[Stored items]
+-------+

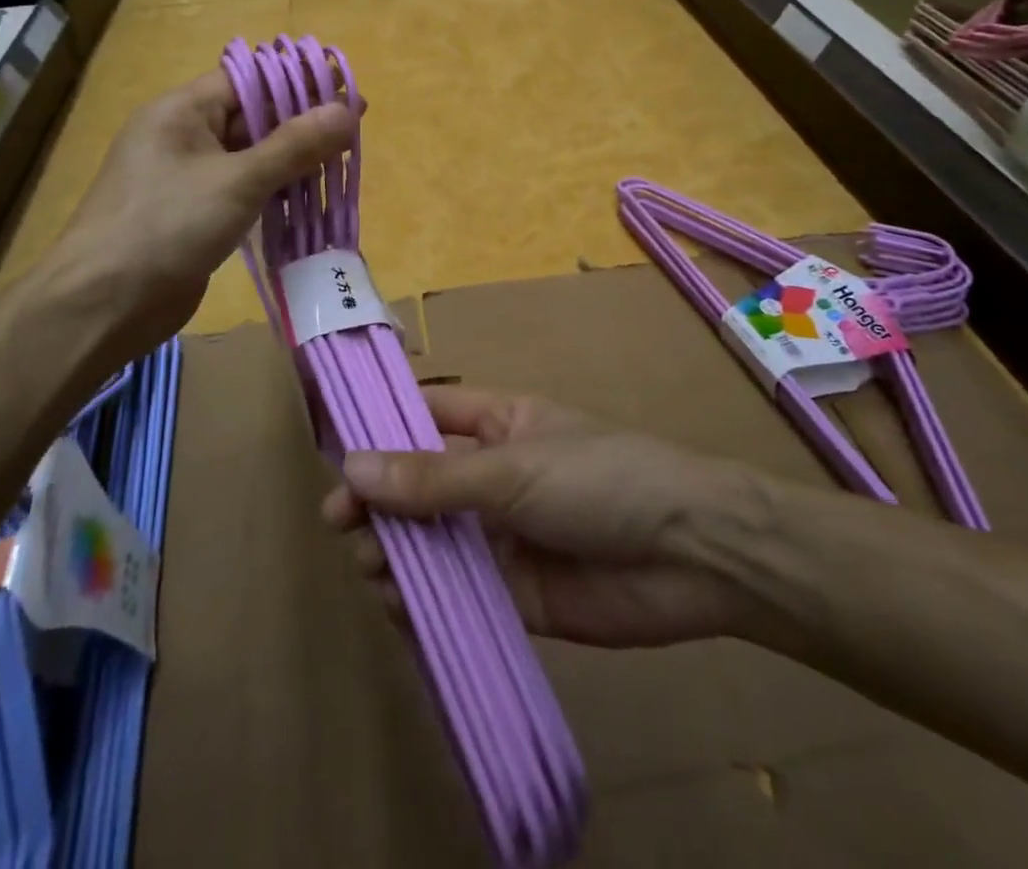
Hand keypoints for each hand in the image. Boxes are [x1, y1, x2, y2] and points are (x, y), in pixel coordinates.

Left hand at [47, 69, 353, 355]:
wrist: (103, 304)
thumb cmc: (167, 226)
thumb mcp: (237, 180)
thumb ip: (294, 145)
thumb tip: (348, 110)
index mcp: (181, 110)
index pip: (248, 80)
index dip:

+-------+

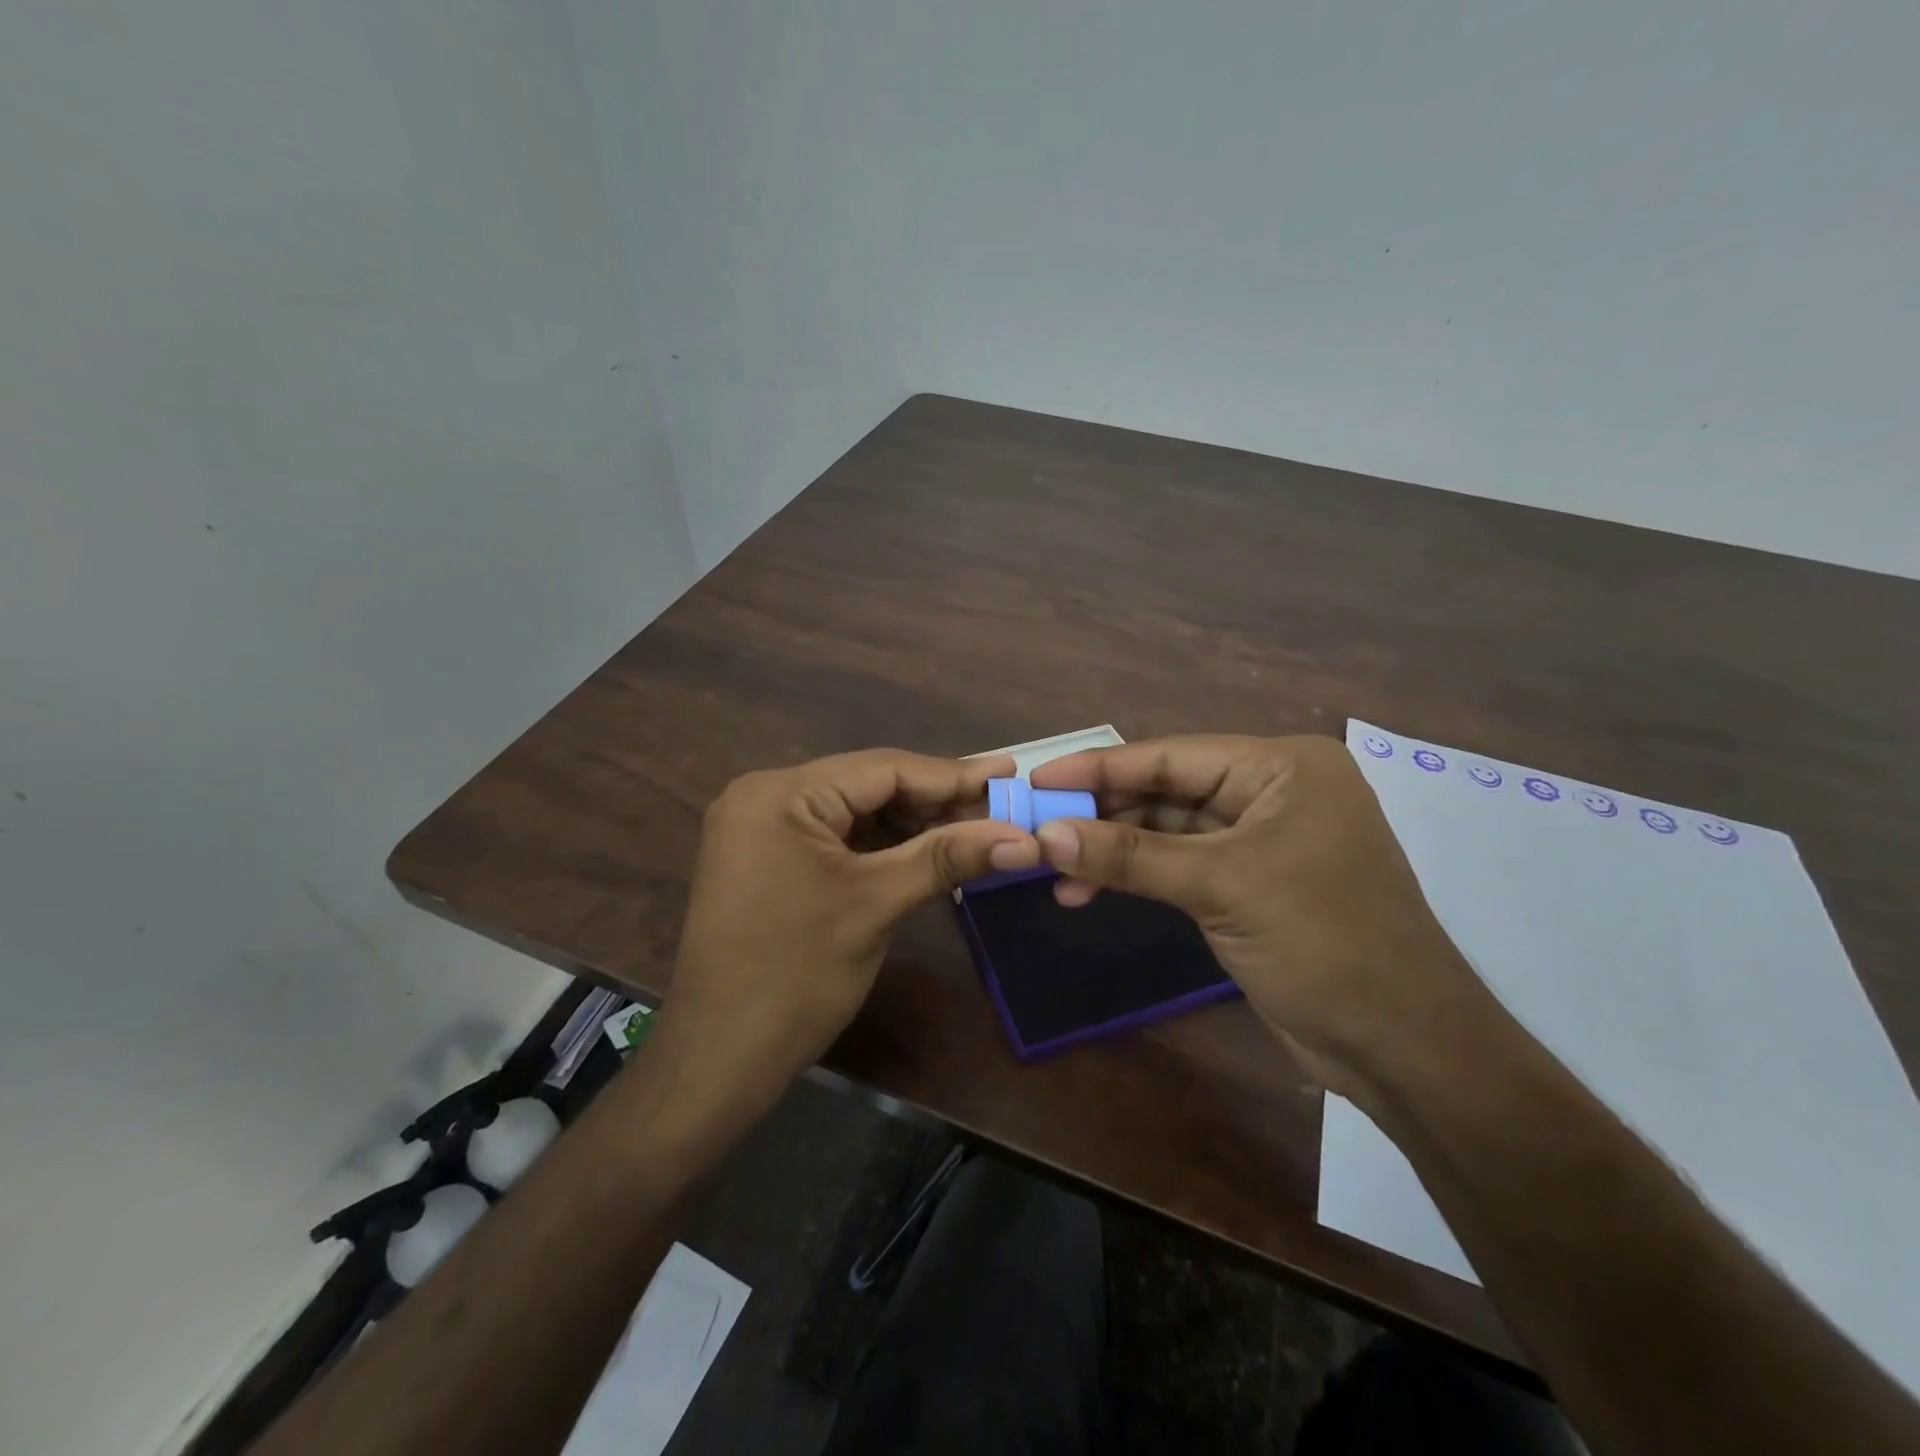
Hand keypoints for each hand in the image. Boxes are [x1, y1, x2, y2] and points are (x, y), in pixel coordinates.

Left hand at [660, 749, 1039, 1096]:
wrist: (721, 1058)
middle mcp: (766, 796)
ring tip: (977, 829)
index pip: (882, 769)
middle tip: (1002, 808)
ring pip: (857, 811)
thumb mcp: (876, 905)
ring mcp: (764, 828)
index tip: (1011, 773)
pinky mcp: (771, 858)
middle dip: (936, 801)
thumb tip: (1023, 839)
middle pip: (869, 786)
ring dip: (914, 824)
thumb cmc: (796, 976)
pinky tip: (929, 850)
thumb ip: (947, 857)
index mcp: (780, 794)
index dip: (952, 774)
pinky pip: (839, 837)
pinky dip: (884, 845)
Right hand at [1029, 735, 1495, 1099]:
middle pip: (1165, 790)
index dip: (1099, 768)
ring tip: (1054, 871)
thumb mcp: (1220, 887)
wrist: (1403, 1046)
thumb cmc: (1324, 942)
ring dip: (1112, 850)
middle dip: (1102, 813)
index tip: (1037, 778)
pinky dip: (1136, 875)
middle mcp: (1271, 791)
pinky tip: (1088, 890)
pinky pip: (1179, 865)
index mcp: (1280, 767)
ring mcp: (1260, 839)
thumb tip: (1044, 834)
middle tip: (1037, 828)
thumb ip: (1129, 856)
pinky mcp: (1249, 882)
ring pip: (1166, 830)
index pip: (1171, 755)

+-------+

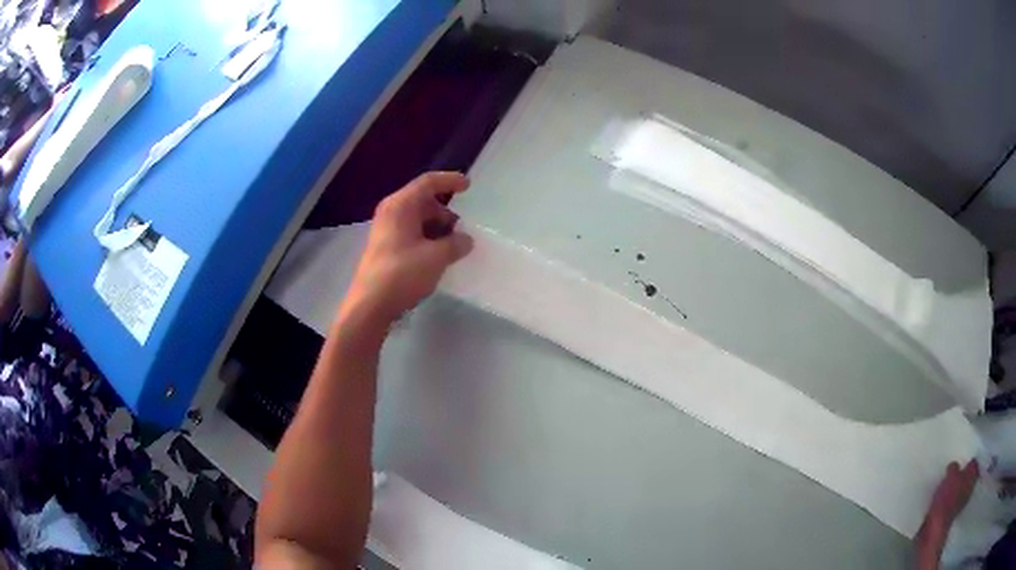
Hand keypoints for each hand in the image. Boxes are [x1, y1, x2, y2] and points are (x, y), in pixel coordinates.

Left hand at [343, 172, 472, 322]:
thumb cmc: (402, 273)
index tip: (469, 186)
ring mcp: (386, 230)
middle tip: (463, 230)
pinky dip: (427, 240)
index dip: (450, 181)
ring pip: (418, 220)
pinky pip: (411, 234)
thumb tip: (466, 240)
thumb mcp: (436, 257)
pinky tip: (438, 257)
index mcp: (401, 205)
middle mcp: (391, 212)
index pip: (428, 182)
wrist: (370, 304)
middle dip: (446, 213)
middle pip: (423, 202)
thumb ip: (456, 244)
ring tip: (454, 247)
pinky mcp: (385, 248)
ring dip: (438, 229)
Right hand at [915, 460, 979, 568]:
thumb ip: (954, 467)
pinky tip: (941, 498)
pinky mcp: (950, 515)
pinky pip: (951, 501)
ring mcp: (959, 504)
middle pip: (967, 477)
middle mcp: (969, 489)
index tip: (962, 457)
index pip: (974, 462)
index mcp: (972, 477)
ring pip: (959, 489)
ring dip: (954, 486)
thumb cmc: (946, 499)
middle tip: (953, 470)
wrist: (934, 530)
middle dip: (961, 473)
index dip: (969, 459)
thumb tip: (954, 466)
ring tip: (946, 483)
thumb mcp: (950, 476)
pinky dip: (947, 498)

+-------+

Out of the preceding entries, pull every line containing the string "Left".

Left hand at [47, 69, 353, 355]:
Left hand at [660, 749, 1039, 1096]:
Left hand at [343, 172, 472, 322]:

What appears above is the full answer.